*** DATASET RECORDS ***
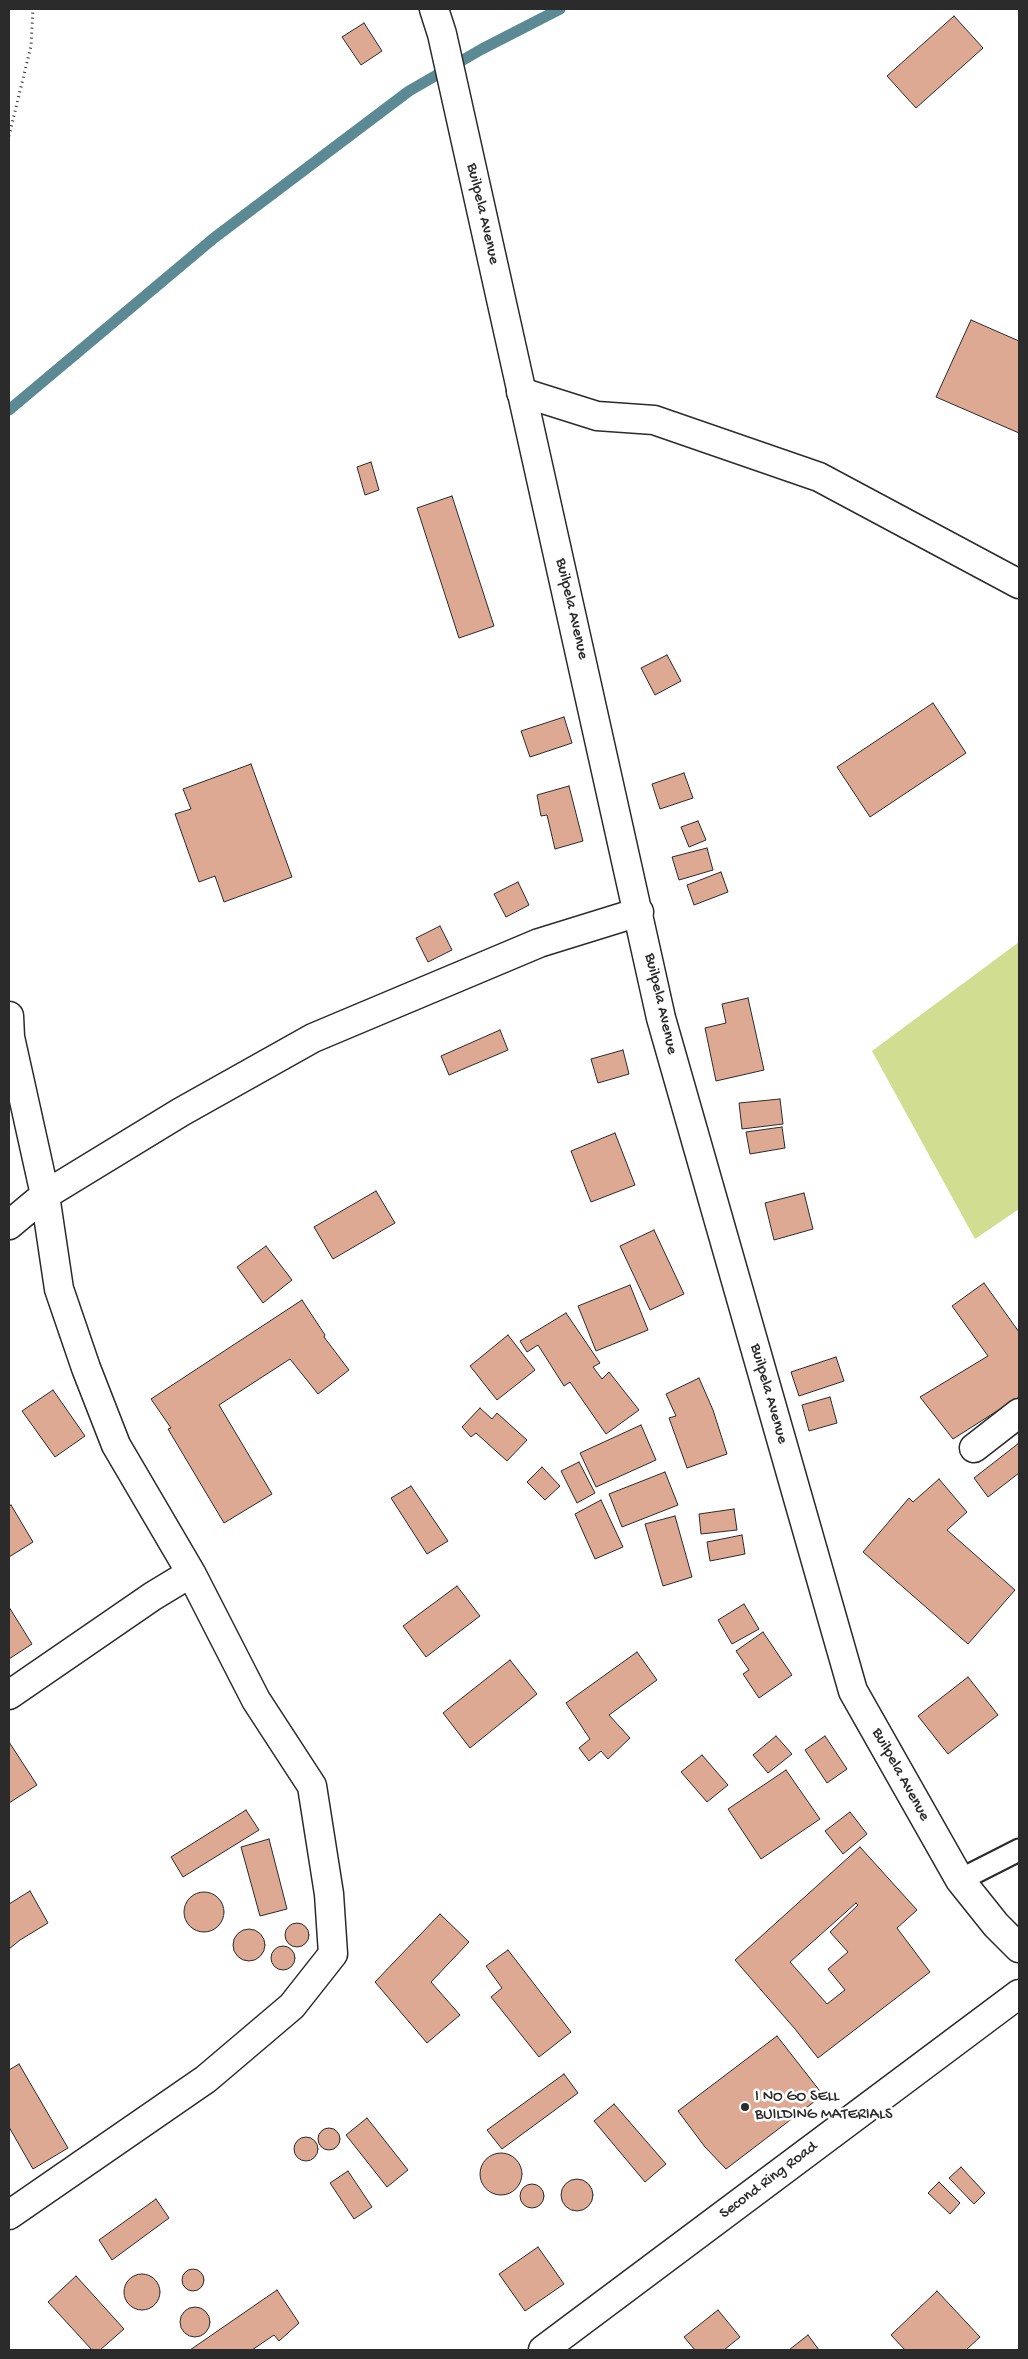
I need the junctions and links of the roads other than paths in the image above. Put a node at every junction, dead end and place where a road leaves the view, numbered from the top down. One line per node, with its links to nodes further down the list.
1 (438, 21): 2 (street, Builpela Avenue)
2 (521, 392): 3 (street); 4 (street, Builpela Avenue)
3 (1019, 584)
4 (639, 912): 6 (street); 13 (street, Builpela Avenue)
5 (9, 1016): 6 (street)
6 (46, 1195): 7 (street); 10 (street)
7 (9, 1225)
8 (1019, 1413): 9 (street)
9 (974, 1448)
10 (191, 1573): 11 (street); 16 (street)
11 (9, 1696)
12 (1019, 1850): 13 (lane)
13 (960, 1880): 14 (street, Builpela Avenue)
14 (1019, 1948)
15 (1019, 1994): 17 (street, Second Ring Road)
16 (9, 2215)
17 (544, 2350)

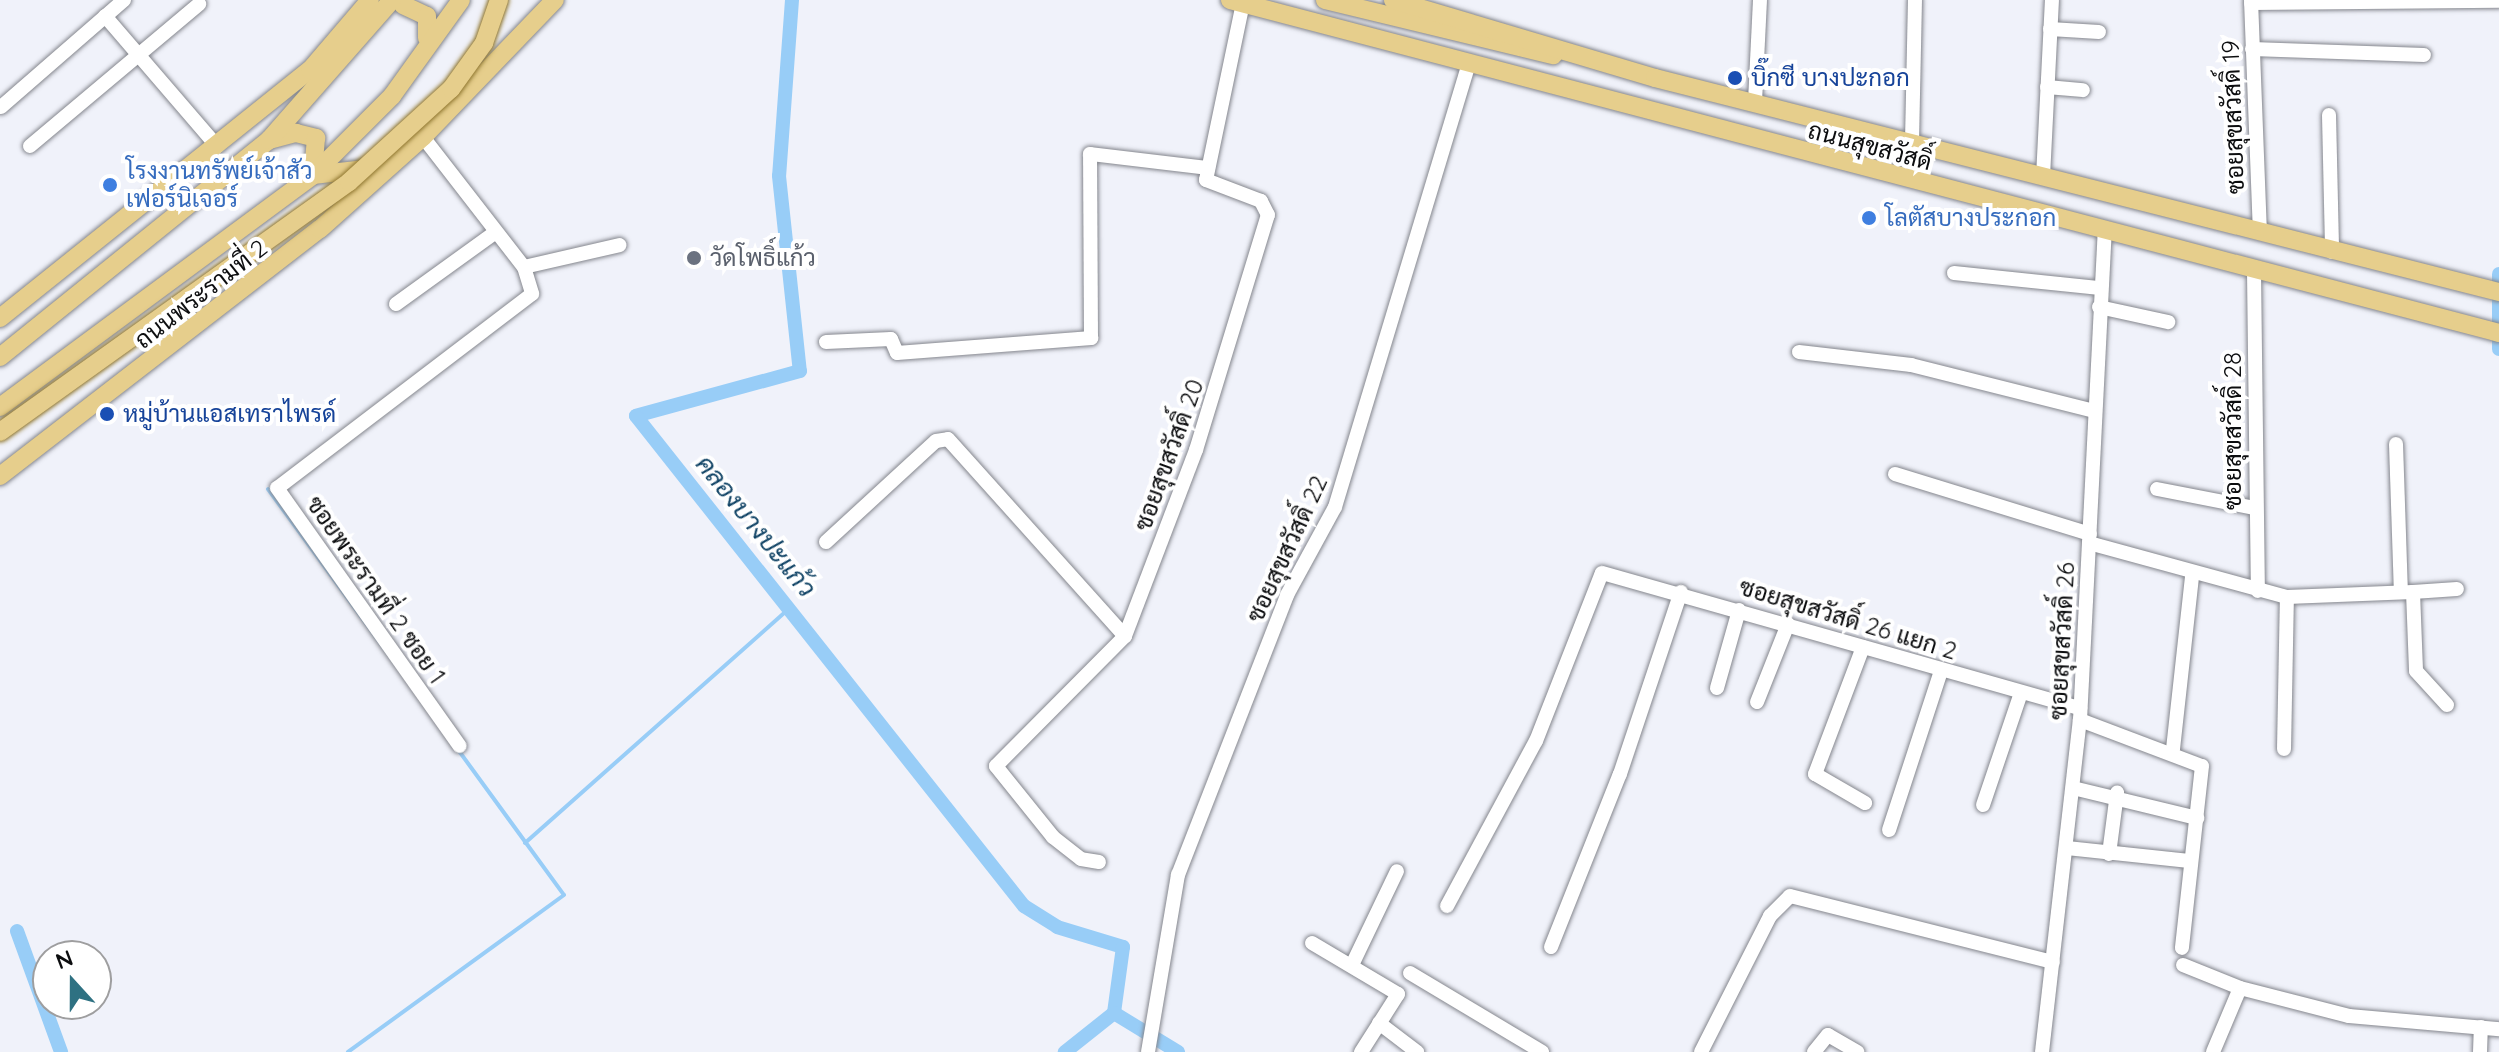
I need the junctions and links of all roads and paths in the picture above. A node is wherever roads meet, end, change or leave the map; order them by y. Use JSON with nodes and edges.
*** End of DATASET RECORDS ***
[WHAT YOU SHOULD DO] Return all records exactly as they stand above, except for pictures.

[SOLUTION TO THE PROBLEM]
I need the junctions and links of the roads other than paths in the image above. Put a node at every junction, dead end and place where a road leaves the view, numbered from the top down. One line per node, with its links to nodes further down the list.
1 (438, 21): 2 (street, Builpela Avenue)
2 (521, 392): 3 (street); 4 (street, Builpela Avenue)
3 (1019, 584)
4 (639, 912): 6 (street); 13 (street, Builpela Avenue)
5 (9, 1016): 6 (street)
6 (46, 1195): 7 (street); 10 (street)
7 (9, 1225)
8 (1019, 1413): 9 (street)
9 (974, 1448)
10 (191, 1573): 11 (street); 16 (street)
11 (9, 1696)
12 (1019, 1850): 13 (lane)
13 (960, 1880): 14 (street, Builpela Avenue)
14 (1019, 1948)
15 (1019, 1994): 17 (street, Second Ring Road)
16 (9, 2215)
17 (544, 2350)

I need the junctions and links of all roads and paths in the picture above. A node is wherever roads meet, end, change or leave the map; order them by y. Use JSON with nodes and edges.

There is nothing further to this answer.